MP Ads

MEDIA PAJAK – Sebanyak 402 siswa tingkat SMP dan SMA dari enam sekolah di Jakarta Barat mengikuti kegiatan Pajak Bertutur 2026 yang digelar serentak oleh Direktorat Jenderal Pajak (DJP), Kamis (3/9/2026).

Kegiatan tersebut menjadi bagian dari program edukasi perpajakan DJP untuk mengenalkan fungsi pajak serta membangun kesadaran perpajakan sejak usia sekolah.

Kepala Kantor Wilayah DJP Jakarta Barat Farid Bachtiar mengatakan Pajak Bertutur merupakan agenda tahunan yang dirancang agar peserta didik memahami mengapa pajak diperlukan dalam kehidupan bernegara.

“Kami memilih datang ke Notre Dame untuk menyapa, belajar, dan memperkenalkan pajak. Kenapa pajak dipungut? Supaya negara ini tetap berdiri, tetap bisa memberikan layanan kepada warga negaranya,” ujar Farid saat membuka kegiatan di SMP Notre Dame Puri Indah.

Pajak Dikenalkan Lewat Kehidupan Sehari-hari

Menurut Farid, pemahaman mengenai pajak dapat dibangun melalui berbagai aktivitas yang dekat dengan kehidupan siswa.

Pendekatan tersebut diharapkan membuat pajak tidak menjadi konsep yang baru dikenal ketika seseorang telah memasuki usia dewasa atau mulai memiliki kewajiban perpajakan.

Edukasi sejak dini juga menjadi bagian dari upaya membangun kesadaran bahwa pajak memiliki keterkaitan dengan pembiayaan berbagai layanan publik.

Perwakilan Yayasan Notre Dame, Suster Maria Graciela, menilai pengetahuan mengenai hak dan kewajiban perpajakan perlu diberikan sebelum peserta didik nantinya menjadi wajib pajak.

“Sebelum menjadi wajib pajak di masa depan nanti, tentunya kita perlu memahami apa yang menjadi kewajiban dan hak kita,” ujarnya.

Baca Juga:  DJP Atur Permintaan Data Keuangan Wajib Pajak dan Pihak Terkait

Siswa Diharapkan Tularkan Pemahaman ke Keluarga

Maria berharap materi yang diperoleh siswa melalui Pajak Bertutur tidak berhenti di lingkungan sekolah.

Menurut dia, peserta didik dapat meneruskan pengetahuan yang diperoleh kepada keluarga di rumah sehingga pemahaman perpajakan juga menjangkau lingkungan yang lebih luas.

“Harapannya setelah mendengarkan informasi dari kegiatan ini, maka bisa bertutur lagi kepada keluarga di rumah, sehingga dapat memenuhi kewajiban perpajakannya sesuai ketentuan.

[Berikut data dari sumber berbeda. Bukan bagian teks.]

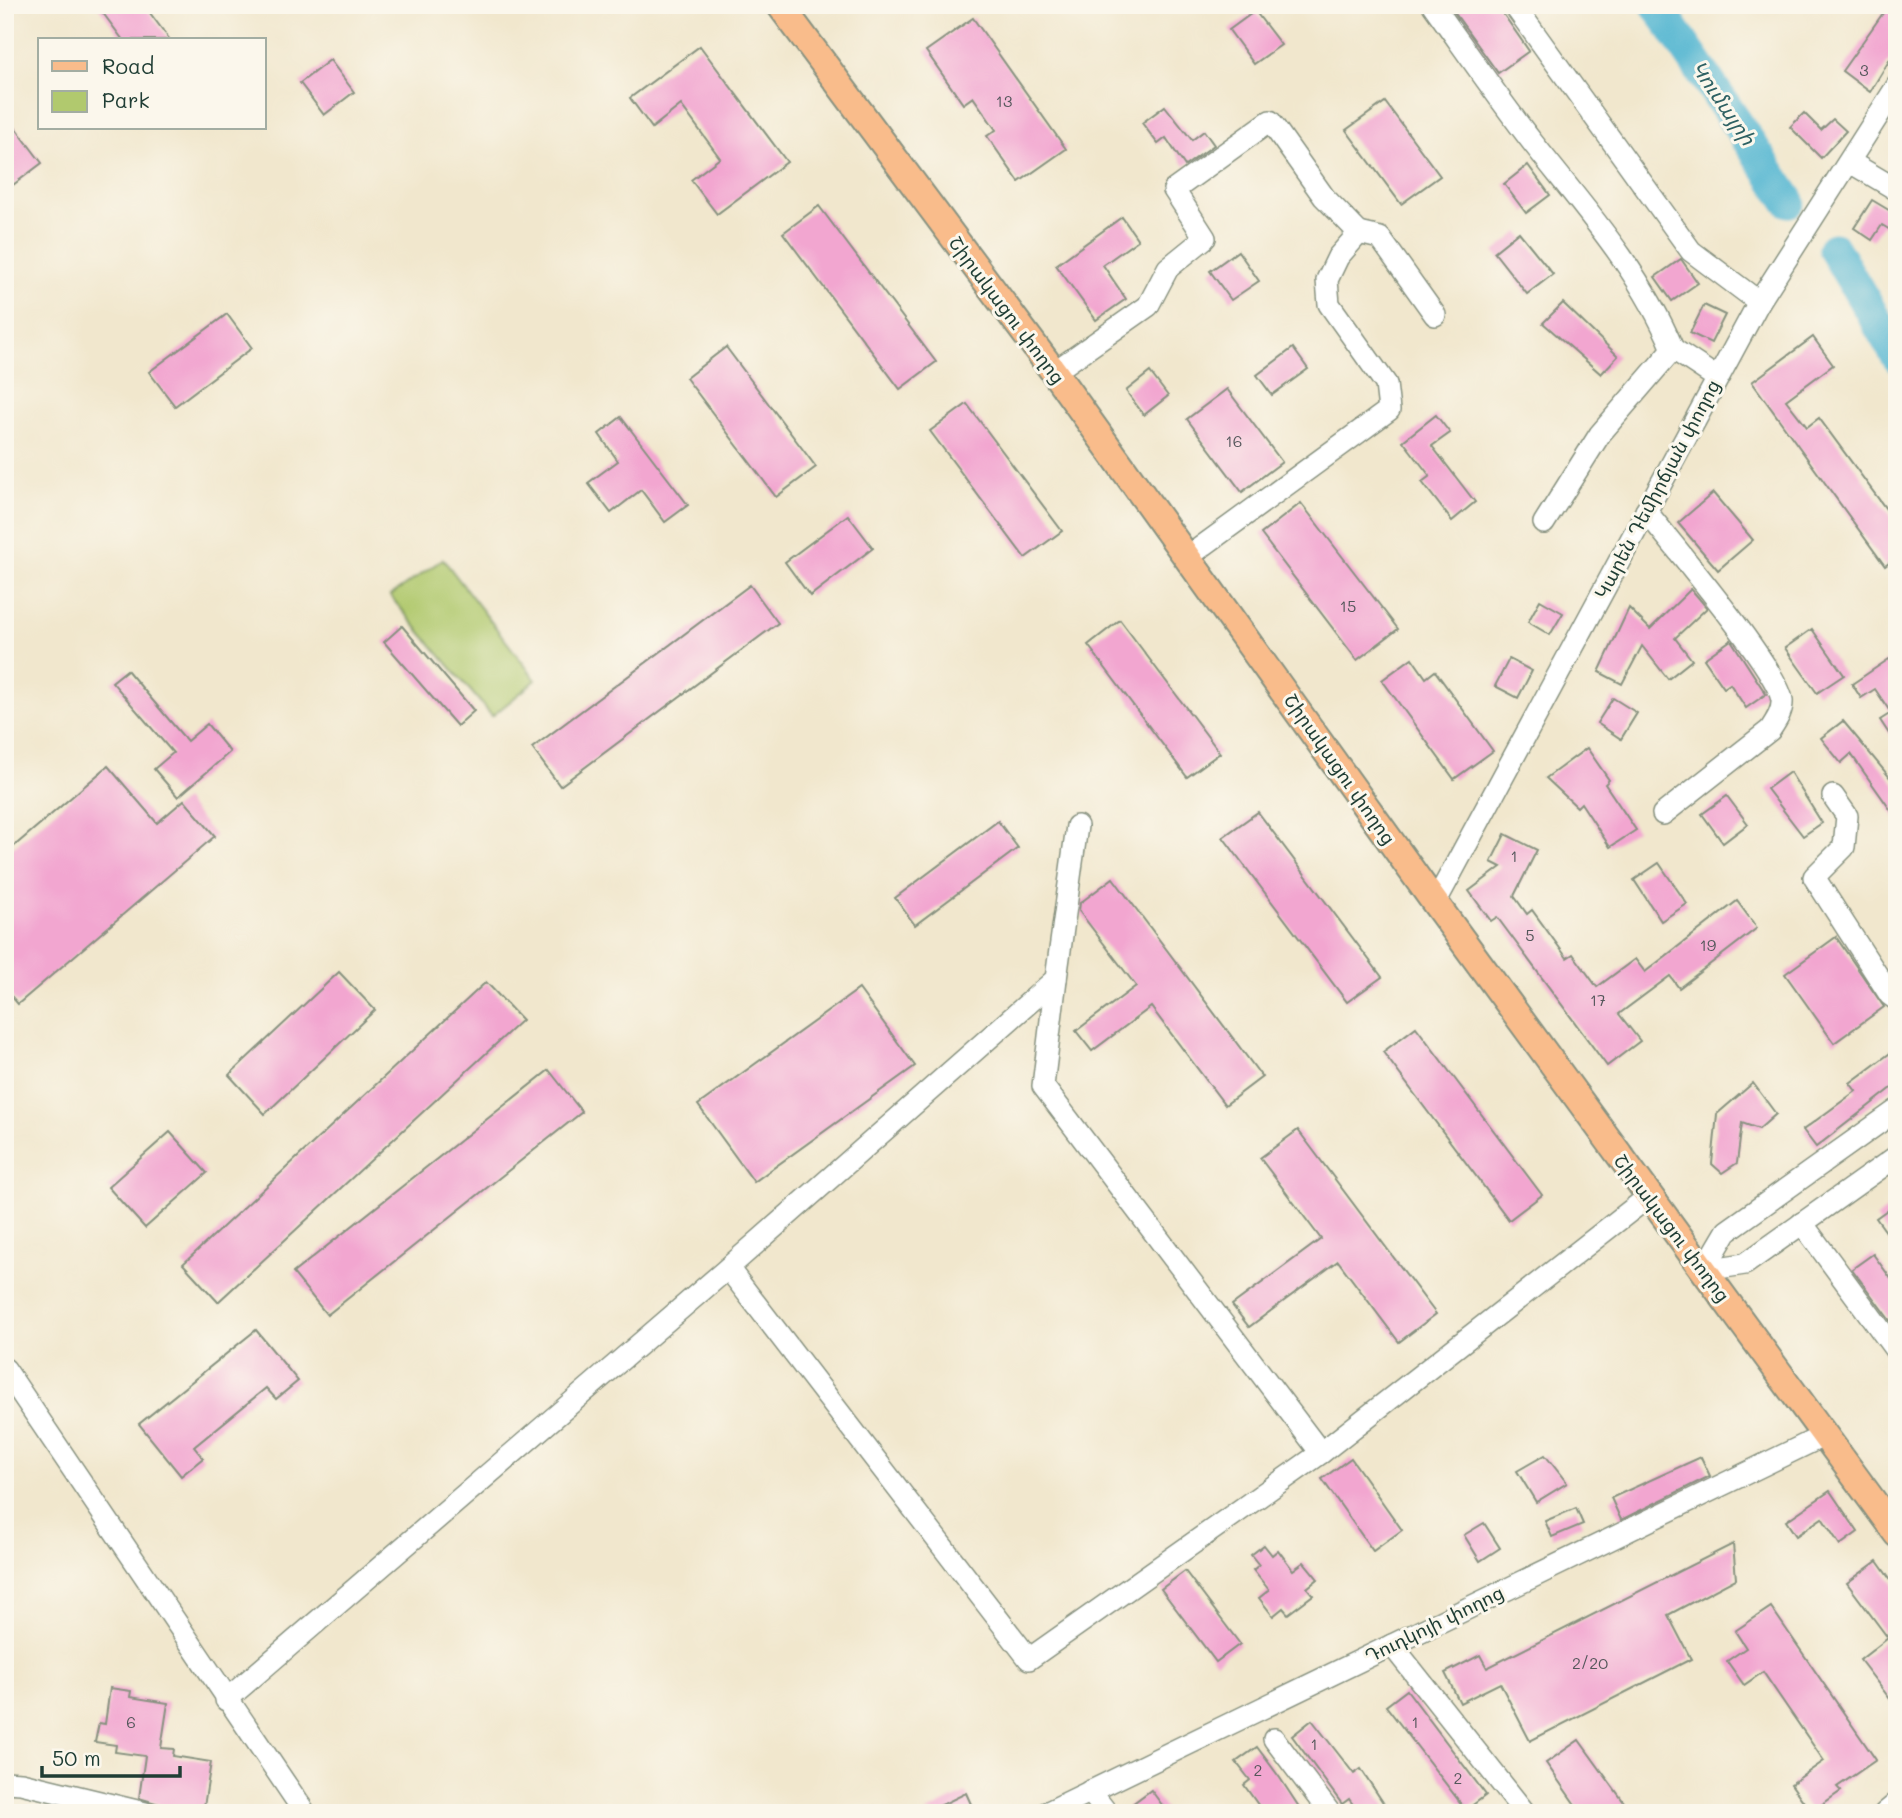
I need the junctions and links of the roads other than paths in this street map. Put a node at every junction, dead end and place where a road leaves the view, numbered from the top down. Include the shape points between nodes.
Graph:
1 (780, 5) edge
2 (1433, 5) edge
3 (1514, 5) edge
4 (1897, 86) edge
5 (1850, 162) junction
6 (1897, 190) edge
7 (1359, 233) junction
8 (1759, 302) junction
9 (1435, 316) dead end
10 (1673, 348) junction
11 (1054, 372) junction
12 (1717, 378) junction
13 (1646, 511) junction
14 (1544, 523) dead end
15 (1189, 556) junction
16 (1833, 796) dead end
17 (1663, 814) dead end
18 (1077, 826) dead end
19 (1435, 903) junction
20 (1056, 979) junction
21 (1897, 1000) edge
22 (1897, 1110) edge
23 (1897, 1156) edge
24 (1648, 1197) junction
25 (1802, 1223) junction
26 (728, 1268) junction
27 (1704, 1270) junction
28 (1897, 1352) edge
29 (5, 1369) edge
30 (1823, 1436) junction
31 (1321, 1452) junction
32 (1897, 1534) edge
33 (1392, 1645) junction
34 (226, 1700) junction
35 (1274, 1739) dead end
36 (5, 1783) edge
37 (1090, 1791) junction
38 (1897, 1803) edge
39 (145, 1813) edge
40 (305, 1813) edge
41 (1046, 1813) edge
42 (1107, 1813) edge
43 (1329, 1813) edge
44 (1525, 1813) edge
45 (1885, 1813) edge

1 - 11 main road, Շիրակացու փողոց
2 - 10 street via 1532,141 1608,235 1656,307
3 - 8 street via 1691,251
4 - 5 street, Կարեն Դեմիրճյան փողոց
5 - 6 street
5 - 8 street, Կարեն Դեմիրճյան փողոց
7 - 9 street via 1380,238
7 - 11 street via 1324,197 1270,121 1174,190 1205,238 1168,268 1148,306
7 - 15 street via 1338,257 1327,280 1329,304 1386,384 1389,410
8 - 12 street, Կարեն Դեմիրճյան փողոց
10 - 12 street
10 - 14 street via 1600,434
11 - 15 main road, Շիրակացու փողոց
12 - 13 street, Կարեն Դեմիրճյան փողոց
13 - 17 street via 1766,667 1782,702 1779,716 1764,735
13 - 19 street, Կարեն Դեմիրճյան փողոց
15 - 19 main road, Շիրակացու փողոց
16 - 21 street via 1847,816 1844,848 1814,877
18 - 20 street
19 - 24 main road, Շիրակացու փողոց
20 - 26 street
20 - 31 street via 1043,1086
22 - 27 street via 1727,1231
23 - 25 street
24 - 27 main road, Շիրակացու փողոց
24 - 31 street
25 - 27 street via 1745,1264
25 - 28 street
26 - 31 street via 1029,1659
26 - 34 street
27 - 30 main road, Շիրակացու փողոց
29 - 34 street
30 - 32 main road, Շիրակացու փողոց
30 - 33 street, Դուդկոյի փողոց
33 - 37 street, Դուդկոյի փողոց
33 - 44 street
34 - 40 street
35 - 43 street
36 - 39 street via 22,1783
37 - 41 street, Դուդկոյի փողոց
37 - 42 street
38 - 45 street

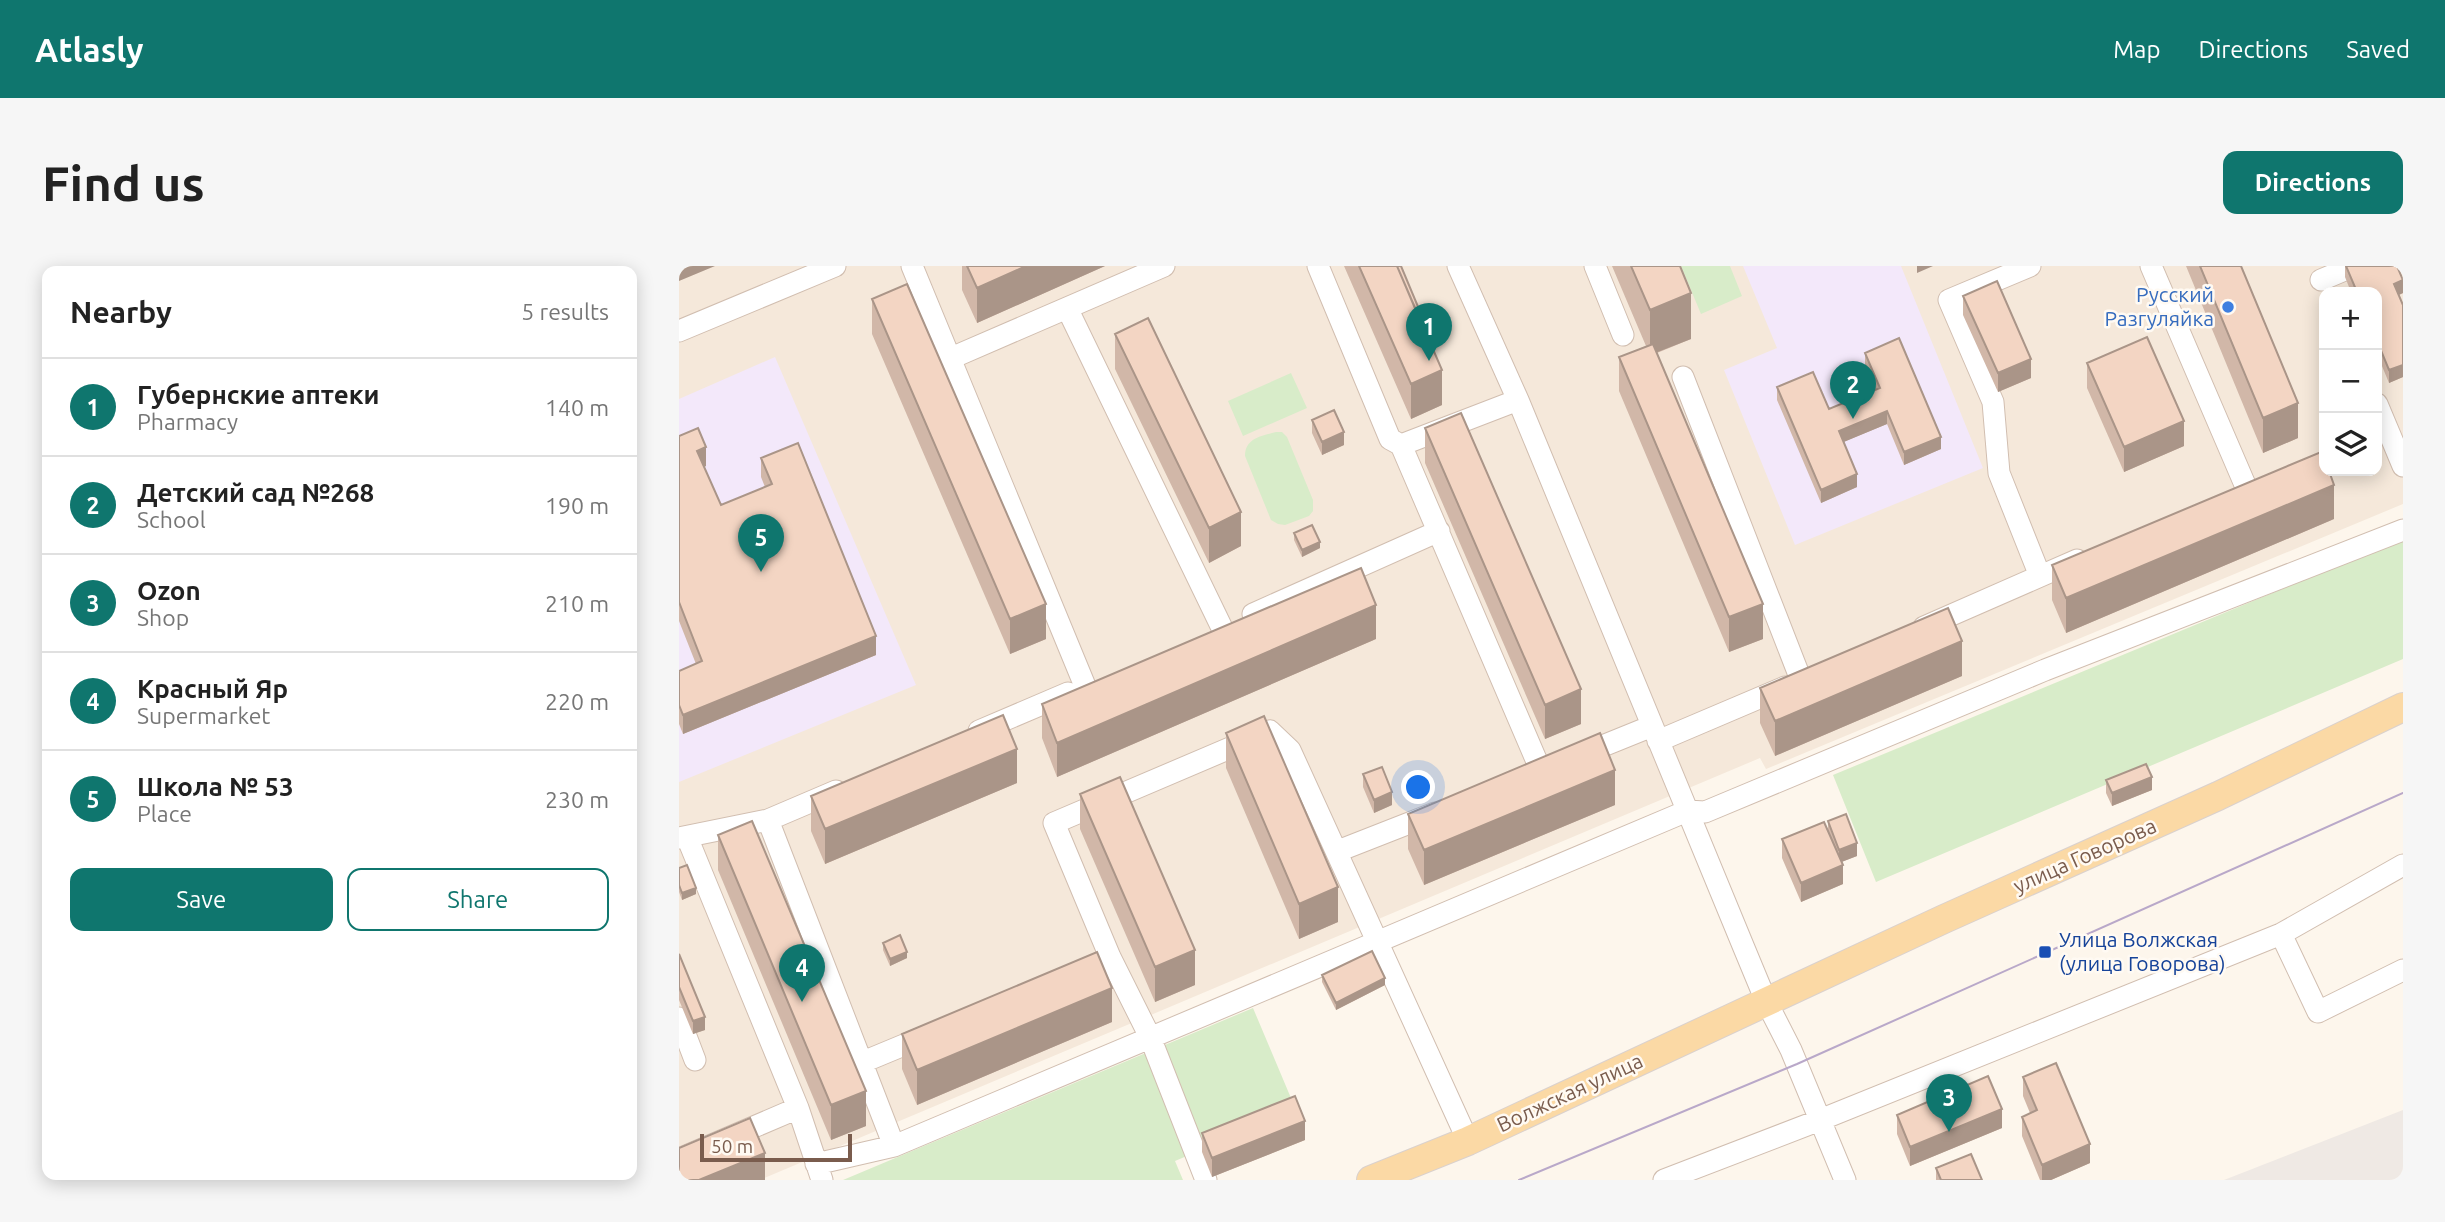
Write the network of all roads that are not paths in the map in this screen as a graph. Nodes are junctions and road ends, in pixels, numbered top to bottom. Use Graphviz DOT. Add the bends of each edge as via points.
graph roads {
  1 [pos="835,266"];
  2 [pos="912,266"];
  3 [pos="1164,266"];
  4 [pos="1318,266"];
  5 [pos="1458,266"];
  6 [pos="1595,266"];
  7 [pos="2030,266"];
  8 [pos="2151,266"];
  9 [pos="2354,266"];
  10 [pos="2321,279"];
  11 [pos="1067,308"];
  12 [pos="679,331"];
  13 [pos="1623,335"];
  14 [pos="949,359"];
  15 [pos="1683,377"];
  16 [pos="1518,400"];
  17 [pos="2389,425"];
  18 [pos="1401,445"];
  19 [pos="2403,466"];
  20 [pos="2268,477"];
  21 [pos="2246,487"];
  22 [pos="2222,497"];
  23 [pos="2403,530"];
  24 [pos="1439,531"];
  25 [pos="2101,550"];
  26 [pos="2040,576"];
  27 [pos="1222,628"];
  28 [pos="1197,638"];
  29 [pos="1901,638"];
  30 [pos="2403,707"];
  31 [pos="1655,734"];
  32 [pos="958,739"];
  33 [pos="857,782"];
  34 [pos="1452,806"];
  35 [pos="1687,811"];
  36 [pos="768,820"];
  37 [pos="683,837"];
  38 [pos="1338,851"];
  39 [pos="2403,865"];
  40 [pos="2281,933"];
  41 [pos="1378,941"];
  42 [pos="1110,957"];
  43 [pos="1085,967"];
  44 [pos="2403,970"];
  45 [pos="1766,1001"];
  46 [pos="679,1018"];
  47 [pos="950,1025"];
  48 [pos="1150,1037"];
  49 [pos="695,1060"];
  50 [pos="863,1062"];
  51 [pos="798,1108"];
  52 [pos="1820,1120"];
  53 [pos="1468,1141"];
  54 [pos="894,1146"];
  55 [pos="679,1159"];
  56 [pos="819,1172"];
  57 [pos="1206,1180"];
  58 [pos="1371,1180"];
  59 [pos="1664,1180"];
  60 [pos="1845,1180"];
  1 -- 12 [label="street"];
  2 -- 14 [label="street"];
  3 -- 11 [label="street"];
  4 -- 18 [label="street" via="1390,439"];
  5 -- 16 [label="street"];
  6 -- 13 [label="street"];
  7 -- 26 [label="street" via="1949,300 1993,402 1999,473"];
  8 -- 21 [label="street"];
  9 -- 10 [label="street"];
  11 -- 14 [label="street"];
  11 -- 27 [label="street"];
  14 -- 32 [label="street" via="1091,683"];
  15 -- 31 [label="street" via="1807,678"];
  16 -- 18 [label="street"];
  16 -- 31 [label="street"];
  17 -- 19 [label="street"];
  18 -- 24 [label="street"];
  20 -- 21 [label="street"];
  21 -- 22 [label="street"];
  23 -- 35 [label="street" via="2045,670 1705,812"];
  24 -- 27 [label="street"];
  24 -- 31 [label="street" via="1534,773"];
  25 -- 26 [label="street"];
  26 -- 29 [label="street"];
  27 -- 28 [label="street"];
  30 -- 45 [label="main road, улица Говорова"];
  31 -- 35 [label="street"];
  33 -- 36 [label="street"];
  34 -- 38 [label="street"];
  35 -- 41 [label="street"];
  35 -- 45 [label="street"];
  36 -- 37 [label="street"];
  36 -- 50 [label="street"];
  37 -- 51 [label="street"];
  38 -- 41 [label="street"];
  38 -- 42 [label="street" via="1290,750 1270,731 1054,823"];
  39 -- 40 [label="street"];
  40 -- 44 [label="street" via="2318,1012"];
  40 -- 52 [label="street"];
  41 -- 48 [label="street"];
  41 -- 53 [label="street"];
  42 -- 43 [label="street"];
  42 -- 48 [label="street"];
  45 -- 52 [label="street"];
  45 -- 53 [label="main road, Волжская улица"];
  46 -- 49 [label="street"];
  47 -- 50 [label="street"];
  48 -- 54 [label="street"];
  48 -- 57 [label="street"];
  50 -- 54 [label="street"];
  51 -- 55 [label="street"];
  51 -- 56 [label="street"];
  52 -- 59 [label="street"];
  52 -- 60 [label="street"];
  53 -- 58 [label="main road, Волжская улица"];
  54 -- 56 [label="street"];
}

Itu merupakan salah satu cara kita berpartisipasi sebagai anak bangsa,” jelasnya.

Program Pajak Bertutur menjadi salah satu pendekatan DJP dalam menanamkan kesadaran perpajakan melalui dunia pendidikan.

Melalui kegiatan tersebut, peserta didik tidak hanya dikenalkan pada kewajiban membayar pajak, tetapi juga pada peran pajak dalam mendukung penyelenggaraan negara dan pelayanan kepada masyarakat.